Numbers 1–11, 14–25, 26 and 27, 28–35 and 101–108 Oakley Street are listed grade II on the National Heritage List for England.

==Notable residents==
No. 2 was owned by John Samuel Phene, a noted property developer and local eccentric.

No. 9 was the home of pianist Angus Morrison, where he was visited in the 1920s by Sergei Diaghilev, Constant Lambert and William Walton to run through ballet scores.

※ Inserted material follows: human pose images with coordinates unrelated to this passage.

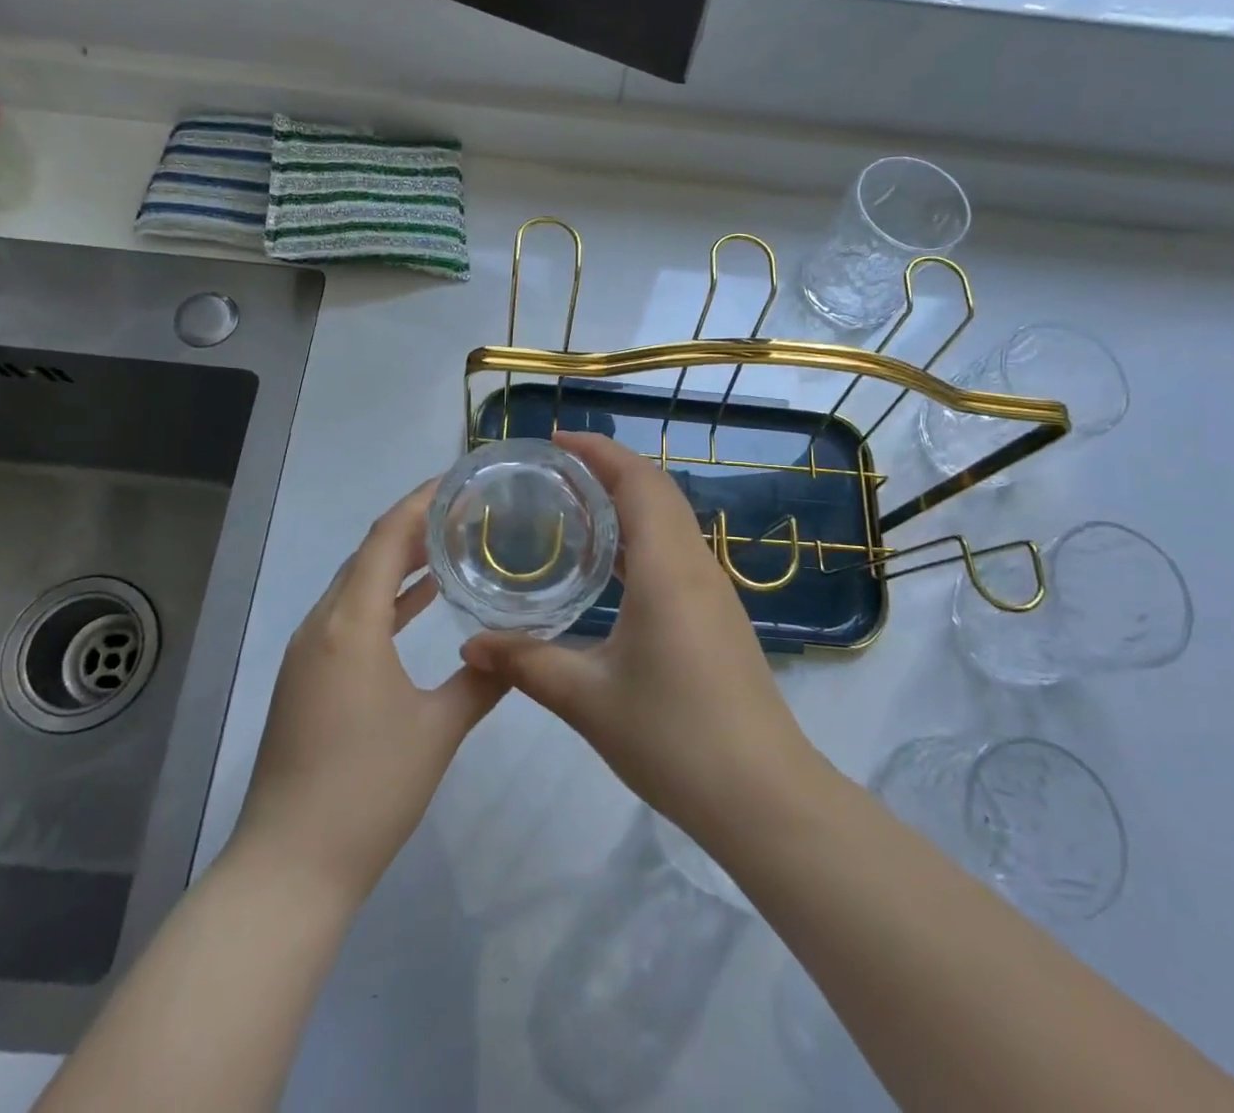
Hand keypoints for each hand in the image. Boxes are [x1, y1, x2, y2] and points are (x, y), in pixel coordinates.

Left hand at [229, 480, 506, 904]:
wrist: (291, 868)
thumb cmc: (368, 791)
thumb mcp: (438, 731)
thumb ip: (482, 681)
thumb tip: (515, 647)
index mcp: (350, 624)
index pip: (385, 538)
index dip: (420, 501)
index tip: (458, 480)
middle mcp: (322, 625)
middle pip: (369, 554)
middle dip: (414, 526)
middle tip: (466, 509)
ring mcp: (309, 652)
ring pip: (357, 585)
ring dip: (399, 562)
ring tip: (450, 543)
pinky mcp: (307, 677)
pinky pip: (350, 616)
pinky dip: (385, 600)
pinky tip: (420, 603)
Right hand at [460, 433, 818, 839]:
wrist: (763, 795)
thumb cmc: (675, 738)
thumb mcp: (588, 700)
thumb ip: (525, 663)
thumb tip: (470, 643)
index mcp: (668, 568)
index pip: (638, 482)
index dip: (599, 451)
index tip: (556, 439)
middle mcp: (695, 565)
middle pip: (657, 490)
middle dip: (609, 467)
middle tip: (555, 469)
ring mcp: (713, 590)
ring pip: (670, 520)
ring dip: (627, 500)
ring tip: (573, 506)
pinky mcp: (717, 615)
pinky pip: (676, 551)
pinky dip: (641, 535)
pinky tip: (609, 565)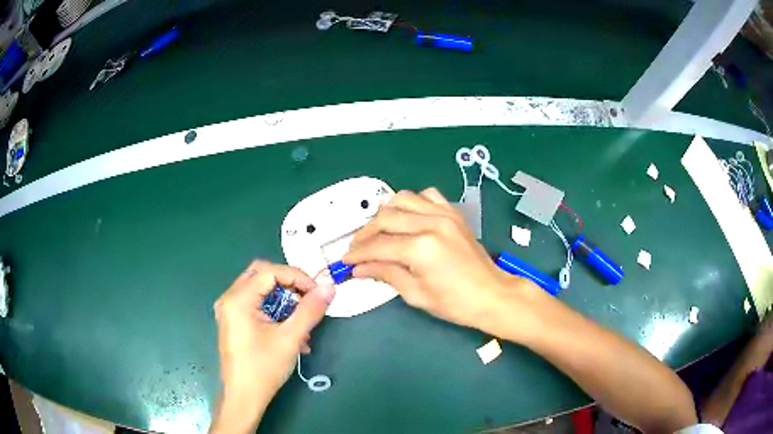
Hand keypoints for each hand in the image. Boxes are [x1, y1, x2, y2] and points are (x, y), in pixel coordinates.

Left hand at [210, 261, 334, 432]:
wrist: (243, 397)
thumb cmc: (263, 368)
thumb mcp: (290, 339)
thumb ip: (310, 311)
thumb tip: (329, 288)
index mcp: (238, 299)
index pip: (270, 272)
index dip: (297, 277)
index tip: (318, 293)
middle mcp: (229, 299)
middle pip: (262, 275)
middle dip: (289, 284)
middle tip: (308, 299)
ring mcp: (229, 310)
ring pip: (260, 290)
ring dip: (284, 300)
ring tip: (303, 321)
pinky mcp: (234, 322)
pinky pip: (256, 305)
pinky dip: (275, 311)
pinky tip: (292, 333)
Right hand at [343, 188, 542, 336]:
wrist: (492, 295)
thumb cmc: (455, 303)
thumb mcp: (416, 293)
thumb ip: (386, 274)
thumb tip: (360, 268)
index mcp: (421, 248)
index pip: (378, 245)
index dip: (358, 253)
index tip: (346, 260)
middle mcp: (431, 223)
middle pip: (385, 218)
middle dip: (366, 233)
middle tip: (357, 248)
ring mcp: (444, 214)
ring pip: (402, 198)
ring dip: (385, 213)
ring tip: (378, 230)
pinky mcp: (453, 213)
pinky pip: (427, 196)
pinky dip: (412, 203)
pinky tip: (407, 217)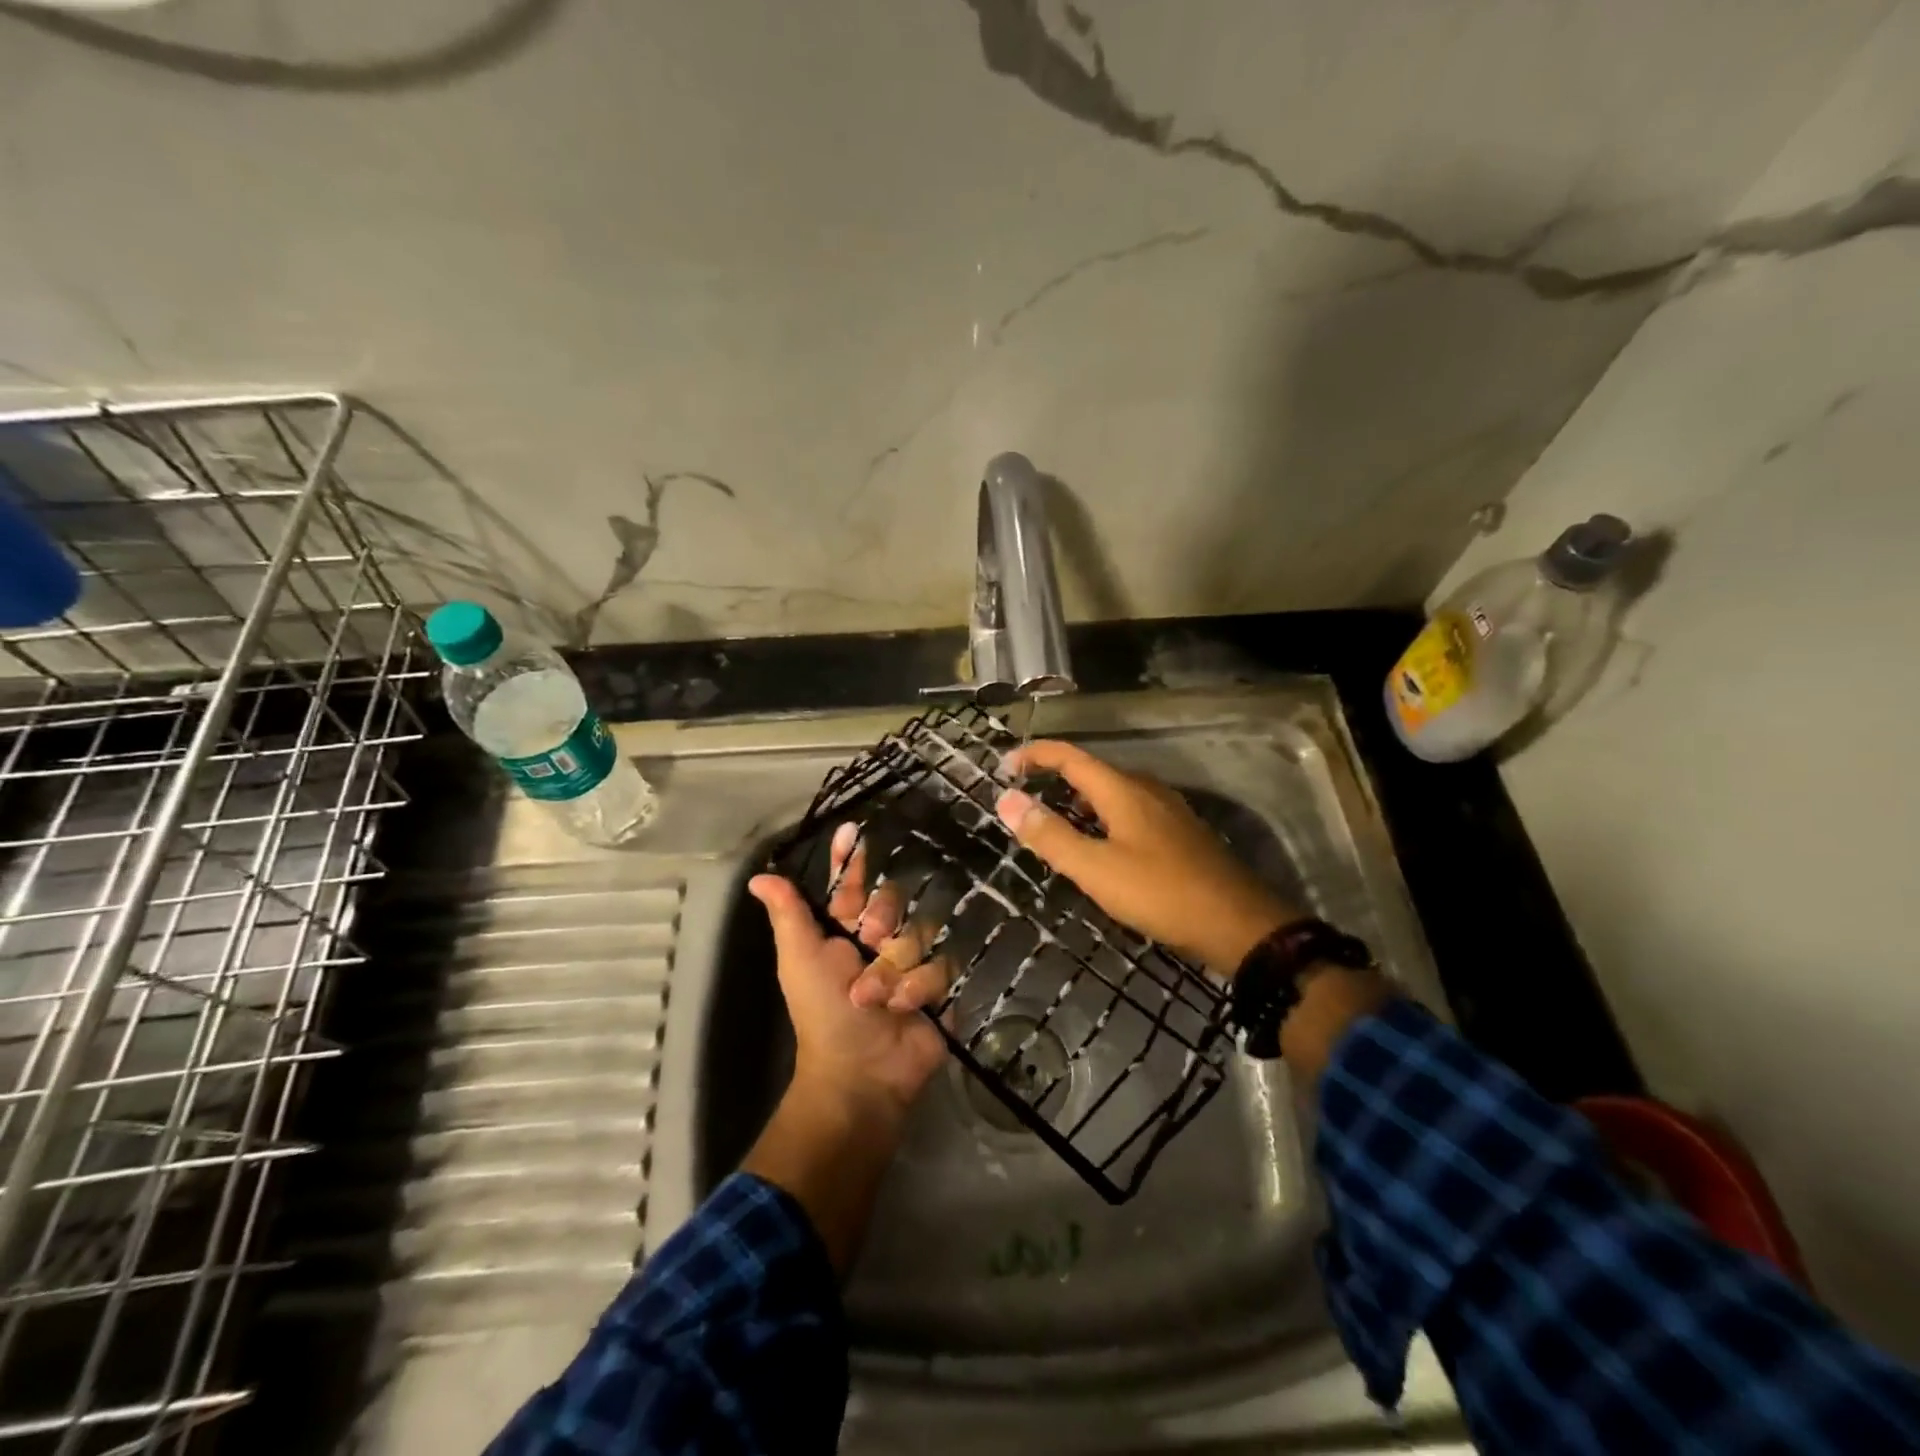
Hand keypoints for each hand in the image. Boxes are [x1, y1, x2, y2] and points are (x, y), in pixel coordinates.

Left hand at [743, 846, 949, 1272]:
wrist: (861, 1073)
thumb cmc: (823, 1013)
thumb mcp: (800, 960)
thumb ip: (789, 915)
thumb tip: (758, 876)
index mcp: (844, 930)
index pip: (851, 884)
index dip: (851, 860)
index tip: (852, 830)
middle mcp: (880, 939)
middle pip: (894, 901)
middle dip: (883, 920)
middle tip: (870, 940)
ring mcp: (912, 961)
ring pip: (920, 932)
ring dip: (896, 968)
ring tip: (876, 997)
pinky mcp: (939, 984)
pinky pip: (942, 964)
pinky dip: (920, 987)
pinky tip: (906, 1008)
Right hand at [994, 740, 1296, 974]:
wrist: (1237, 923)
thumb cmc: (1160, 893)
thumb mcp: (1095, 869)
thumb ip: (1050, 835)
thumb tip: (1006, 800)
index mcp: (1122, 789)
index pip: (1070, 756)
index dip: (1035, 755)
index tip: (1003, 767)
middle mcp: (1146, 789)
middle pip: (1091, 772)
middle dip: (1054, 779)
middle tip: (1023, 800)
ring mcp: (1167, 810)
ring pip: (1112, 792)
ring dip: (1078, 800)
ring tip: (1054, 823)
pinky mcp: (1180, 832)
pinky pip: (1130, 811)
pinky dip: (1102, 817)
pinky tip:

No. 29 was lived in by Donald Maclean, one of the Cambridge Five spy ring, in the latter 1930s.

No. 33 was the home of The Times chief music critic Robin Legge during the 1920s and early 1930s.

No. 42 was where Bob Marley moved to with his wife Rita in January 1977, following an attempt on his life in Jamaica.

No. 56 was the home of Antarctic explorer Robert Falcon Scott from 1904 to 1908, together with his mother and sister.

No. 57 was occupied by the 13th Duke of St Albans in the 1960s.

No. 59 was used in 1926 as lodgings by composer Constant Lambert, who rented out two rooms.

No. 74 was home to actress Dame Sybil Thorndike and her husband Lewis Casson in the 1930s.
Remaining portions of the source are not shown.